Postwar Japan as History

Postwar Japan as History

Postwar Japan as History

Postwar Japan as History

Synopsis

Japan's catapult to world economic power has inspired many studies by social scientists, but few have looked at the 45 years of postwar Japan through the lens of history. The contributors to this book seek to offer such a view. As they examine three related themes of postwar history, the authors describe an ongoing historical process marked by unexpected changes, such as Japan's extraordinary economic growth, and unanticipated continuities, such as the endurance of conservative rule. A provocative set of interpretative essays by eminent scholars, this book will appeal to anyone interested in the history of twentieth-century Japan and the dilemmas facing Japan today.

Excerpt

The distance between 1945 and the present day, measured simply in years, now exceeds that between the turn of the century and the end of World War II. Yet for understandable reasons historians have ventured few systematic analyses of the postwar years. Perhaps most important, the absence of a “natural” boundary such as a revolution or a catastrophic war makes us slow to map the terrain of the recent past.

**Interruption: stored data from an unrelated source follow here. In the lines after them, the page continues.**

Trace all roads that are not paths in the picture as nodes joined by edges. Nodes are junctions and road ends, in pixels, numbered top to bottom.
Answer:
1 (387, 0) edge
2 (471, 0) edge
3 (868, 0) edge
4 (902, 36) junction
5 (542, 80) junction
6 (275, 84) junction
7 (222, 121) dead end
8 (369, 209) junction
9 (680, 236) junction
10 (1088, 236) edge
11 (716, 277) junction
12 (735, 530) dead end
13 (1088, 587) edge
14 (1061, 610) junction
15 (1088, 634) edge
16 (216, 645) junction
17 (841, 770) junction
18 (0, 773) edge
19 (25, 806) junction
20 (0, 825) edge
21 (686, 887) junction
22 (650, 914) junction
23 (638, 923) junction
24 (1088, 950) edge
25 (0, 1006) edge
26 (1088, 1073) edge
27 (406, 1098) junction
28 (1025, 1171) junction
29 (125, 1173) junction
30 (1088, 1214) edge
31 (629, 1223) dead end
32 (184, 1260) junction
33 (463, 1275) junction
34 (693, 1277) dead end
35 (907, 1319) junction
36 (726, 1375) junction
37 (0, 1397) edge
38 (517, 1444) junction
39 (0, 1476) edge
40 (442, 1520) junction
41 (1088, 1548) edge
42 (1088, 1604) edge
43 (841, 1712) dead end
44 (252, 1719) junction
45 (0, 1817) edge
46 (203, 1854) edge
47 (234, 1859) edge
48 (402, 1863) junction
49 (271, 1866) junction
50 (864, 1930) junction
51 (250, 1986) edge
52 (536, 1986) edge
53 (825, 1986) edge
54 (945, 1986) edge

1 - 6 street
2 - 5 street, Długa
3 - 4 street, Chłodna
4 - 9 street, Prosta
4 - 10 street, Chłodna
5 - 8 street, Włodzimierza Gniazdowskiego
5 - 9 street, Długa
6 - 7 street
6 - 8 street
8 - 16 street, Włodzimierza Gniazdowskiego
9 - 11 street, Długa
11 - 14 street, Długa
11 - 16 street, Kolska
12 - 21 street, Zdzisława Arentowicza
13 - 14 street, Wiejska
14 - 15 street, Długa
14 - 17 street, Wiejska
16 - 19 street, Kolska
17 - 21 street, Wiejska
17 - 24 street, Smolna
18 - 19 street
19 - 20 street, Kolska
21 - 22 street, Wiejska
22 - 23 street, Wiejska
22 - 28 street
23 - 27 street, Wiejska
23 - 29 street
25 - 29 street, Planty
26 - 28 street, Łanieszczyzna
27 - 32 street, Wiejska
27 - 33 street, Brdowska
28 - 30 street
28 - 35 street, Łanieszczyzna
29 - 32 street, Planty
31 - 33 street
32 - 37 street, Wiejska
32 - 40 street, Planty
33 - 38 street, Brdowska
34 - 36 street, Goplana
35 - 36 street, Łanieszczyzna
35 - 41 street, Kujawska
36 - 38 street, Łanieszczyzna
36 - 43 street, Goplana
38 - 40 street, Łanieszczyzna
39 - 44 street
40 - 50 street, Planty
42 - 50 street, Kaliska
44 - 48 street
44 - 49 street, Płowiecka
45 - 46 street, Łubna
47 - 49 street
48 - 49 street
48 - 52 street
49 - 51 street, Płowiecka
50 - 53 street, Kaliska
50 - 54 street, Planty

In the late 1980s a belief that the time had come to attempt such analysis prompted the series of conferences that resulted in this book.

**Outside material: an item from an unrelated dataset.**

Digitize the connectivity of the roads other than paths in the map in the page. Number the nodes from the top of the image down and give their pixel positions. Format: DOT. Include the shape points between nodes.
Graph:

On a conceptual level the contributors shared a belief that the postwar era in some sense had ended as Japan became a dominant global economic power in the 1980s, although we recognized the difficulty of defining the condition called “postwar” Japan or declaring it to have ended. As early as 1955, as recently as 1990, and numerous times in between, Japan’s postwar era has been deemed “finished,” yet in this volume Bruce Cumings argues that Japan’s subordinate position in a postwar international system had not ended even by 1990. One goal of this book is thus to clarify the varied senses in which people have defined the postwar era and marked its boundaries.

Our sense of urgency also stemmed in part from a practical motive. In teaching courses on modern Japanese history, society, and politics we were frustrated by the lack of historically focused English-language studies of the postwar decades for use in the classroom. Thus, we have sought to produce a coherent set of interpretive essays for students of modern Japan.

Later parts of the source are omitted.